• _What needs to be done_: Reproduce all of the data that follows, character for character.

• _Excerpted data_:
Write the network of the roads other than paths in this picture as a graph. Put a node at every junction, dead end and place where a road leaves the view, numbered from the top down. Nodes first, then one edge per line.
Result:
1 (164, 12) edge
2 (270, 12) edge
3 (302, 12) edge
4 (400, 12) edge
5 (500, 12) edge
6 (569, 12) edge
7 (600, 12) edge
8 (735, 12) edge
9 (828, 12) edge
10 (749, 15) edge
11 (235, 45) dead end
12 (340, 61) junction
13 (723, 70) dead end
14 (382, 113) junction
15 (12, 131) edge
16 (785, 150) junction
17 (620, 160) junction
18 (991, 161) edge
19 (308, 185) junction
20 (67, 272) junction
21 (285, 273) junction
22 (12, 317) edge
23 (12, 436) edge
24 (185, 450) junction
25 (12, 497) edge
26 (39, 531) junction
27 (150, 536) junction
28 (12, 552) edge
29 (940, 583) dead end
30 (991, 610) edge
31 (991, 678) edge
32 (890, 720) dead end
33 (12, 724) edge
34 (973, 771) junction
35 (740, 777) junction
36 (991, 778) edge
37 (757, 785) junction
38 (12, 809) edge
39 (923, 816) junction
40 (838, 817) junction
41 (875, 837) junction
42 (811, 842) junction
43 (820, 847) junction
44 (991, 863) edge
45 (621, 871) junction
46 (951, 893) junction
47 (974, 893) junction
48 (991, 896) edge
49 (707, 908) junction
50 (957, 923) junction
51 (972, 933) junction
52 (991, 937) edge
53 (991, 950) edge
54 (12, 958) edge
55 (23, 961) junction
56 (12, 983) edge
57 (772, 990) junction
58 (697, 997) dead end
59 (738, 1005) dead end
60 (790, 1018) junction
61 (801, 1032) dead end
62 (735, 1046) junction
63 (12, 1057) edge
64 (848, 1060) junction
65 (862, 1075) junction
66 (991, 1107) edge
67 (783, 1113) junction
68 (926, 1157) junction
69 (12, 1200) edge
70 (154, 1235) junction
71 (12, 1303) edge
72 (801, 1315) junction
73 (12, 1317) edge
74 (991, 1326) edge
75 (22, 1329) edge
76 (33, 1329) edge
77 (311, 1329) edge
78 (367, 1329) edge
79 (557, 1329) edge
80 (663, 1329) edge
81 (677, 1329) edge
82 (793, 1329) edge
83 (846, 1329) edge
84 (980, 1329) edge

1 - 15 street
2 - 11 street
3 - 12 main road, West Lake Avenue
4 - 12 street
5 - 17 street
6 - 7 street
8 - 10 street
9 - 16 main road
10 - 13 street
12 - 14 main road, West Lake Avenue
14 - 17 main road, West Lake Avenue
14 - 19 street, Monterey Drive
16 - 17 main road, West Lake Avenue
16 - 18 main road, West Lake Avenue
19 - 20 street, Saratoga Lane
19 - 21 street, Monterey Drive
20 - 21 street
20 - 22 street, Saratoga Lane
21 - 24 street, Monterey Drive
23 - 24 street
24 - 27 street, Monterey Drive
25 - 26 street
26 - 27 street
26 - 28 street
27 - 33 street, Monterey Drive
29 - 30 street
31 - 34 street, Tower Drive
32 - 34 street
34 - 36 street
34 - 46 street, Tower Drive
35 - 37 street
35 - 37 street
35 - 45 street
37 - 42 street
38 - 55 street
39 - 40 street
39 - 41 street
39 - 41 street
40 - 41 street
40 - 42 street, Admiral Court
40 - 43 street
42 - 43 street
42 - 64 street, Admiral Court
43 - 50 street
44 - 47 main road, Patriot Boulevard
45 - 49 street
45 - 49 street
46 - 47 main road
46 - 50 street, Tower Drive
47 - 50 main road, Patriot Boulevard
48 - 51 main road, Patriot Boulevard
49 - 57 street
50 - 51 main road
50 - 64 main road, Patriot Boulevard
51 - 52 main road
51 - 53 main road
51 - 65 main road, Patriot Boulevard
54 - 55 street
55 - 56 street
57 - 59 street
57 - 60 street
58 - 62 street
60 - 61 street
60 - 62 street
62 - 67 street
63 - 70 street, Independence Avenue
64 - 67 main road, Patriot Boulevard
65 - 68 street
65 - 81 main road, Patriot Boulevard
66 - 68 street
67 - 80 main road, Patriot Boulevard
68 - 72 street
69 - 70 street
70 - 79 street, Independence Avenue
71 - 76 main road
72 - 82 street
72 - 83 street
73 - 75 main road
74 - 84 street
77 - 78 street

• _Reply to the task_:
Write the network of the roads other than paths in this picture as a graph. Put a node at every junction, dead end and place where a road leaves the view, numbered from the top down. Nodes first, then one edge per line.
Result:
1 (164, 12) edge
2 (270, 12) edge
3 (302, 12) edge
4 (400, 12) edge
5 (500, 12) edge
6 (569, 12) edge
7 (600, 12) edge
8 (735, 12) edge
9 (828, 12) edge
10 (749, 15) edge
11 (235, 45) dead end
12 (340, 61) junction
13 (723, 70) dead end
14 (382, 113) junction
15 (12, 131) edge
16 (785, 150) junction
17 (620, 160) junction
18 (991, 161) edge
19 (308, 185) junction
20 (67, 272) junction
21 (285, 273) junction
22 (12, 317) edge
23 (12, 436) edge
24 (185, 450) junction
25 (12, 497) edge
26 (39, 531) junction
27 (150, 536) junction
28 (12, 552) edge
29 (940, 583) dead end
30 (991, 610) edge
31 (991, 678) edge
32 (890, 720) dead end
33 (12, 724) edge
34 (973, 771) junction
35 (740, 777) junction
36 (991, 778) edge
37 (757, 785) junction
38 (12, 809) edge
39 (923, 816) junction
40 (838, 817) junction
41 (875, 837) junction
42 (811, 842) junction
43 (820, 847) junction
44 (991, 863) edge
45 (621, 871) junction
46 (951, 893) junction
47 (974, 893) junction
48 (991, 896) edge
49 (707, 908) junction
50 (957, 923) junction
51 (972, 933) junction
52 (991, 937) edge
53 (991, 950) edge
54 (12, 958) edge
55 (23, 961) junction
56 (12, 983) edge
57 (772, 990) junction
58 (697, 997) dead end
59 (738, 1005) dead end
60 (790, 1018) junction
61 (801, 1032) dead end
62 (735, 1046) junction
63 (12, 1057) edge
64 (848, 1060) junction
65 (862, 1075) junction
66 (991, 1107) edge
67 (783, 1113) junction
68 (926, 1157) junction
69 (12, 1200) edge
70 (154, 1235) junction
71 (12, 1303) edge
72 (801, 1315) junction
73 (12, 1317) edge
74 (991, 1326) edge
75 (22, 1329) edge
76 (33, 1329) edge
77 (311, 1329) edge
78 (367, 1329) edge
79 (557, 1329) edge
80 (663, 1329) edge
81 (677, 1329) edge
82 (793, 1329) edge
83 (846, 1329) edge
84 (980, 1329) edge

1 - 15 street
2 - 11 street
3 - 12 main road, West Lake Avenue
4 - 12 street
5 - 17 street
6 - 7 street
8 - 10 street
9 - 16 main road
10 - 13 street
12 - 14 main road, West Lake Avenue
14 - 17 main road, West Lake Avenue
14 - 19 street, Monterey Drive
16 - 17 main road, West Lake Avenue
16 - 18 main road, West Lake Avenue
19 - 20 street, Saratoga Lane
19 - 21 street, Monterey Drive
20 - 21 street
20 - 22 street, Saratoga Lane
21 - 24 street, Monterey Drive
23 - 24 street
24 - 27 street, Monterey Drive
25 - 26 street
26 - 27 street
26 - 28 street
27 - 33 street, Monterey Drive
29 - 30 street
31 - 34 street, Tower Drive
32 - 34 street
34 - 36 street
34 - 46 street, Tower Drive
35 - 37 street
35 - 37 street
35 - 45 street
37 - 42 street
38 - 55 street
39 - 40 street
39 - 41 street
39 - 41 street
40 - 41 street
40 - 42 street, Admiral Court
40 - 43 street
42 - 43 street
42 - 64 street, Admiral Court
43 - 50 street
44 - 47 main road, Patriot Boulevard
45 - 49 street
45 - 49 street
46 - 47 main road
46 - 50 street, Tower Drive
47 - 50 main road, Patriot Boulevard
48 - 51 main road, Patriot Boulevard
49 - 57 street
50 - 51 main road
50 - 64 main road, Patriot Boulevard
51 - 52 main road
51 - 53 main road
51 - 65 main road, Patriot Boulevard
54 - 55 street
55 - 56 street
57 - 59 street
57 - 60 street
58 - 62 street
60 - 61 street
60 - 62 street
62 - 67 street
63 - 70 street, Independence Avenue
64 - 67 main road, Patriot Boulevard
65 - 68 street
65 - 81 main road, Patriot Boulevard
66 - 68 street
67 - 80 main road, Patriot Boulevard
68 - 72 street
69 - 70 street
70 - 79 street, Independence Avenue
71 - 76 main road
72 - 82 street
72 - 83 street
73 - 75 main road
74 - 84 street
77 - 78 street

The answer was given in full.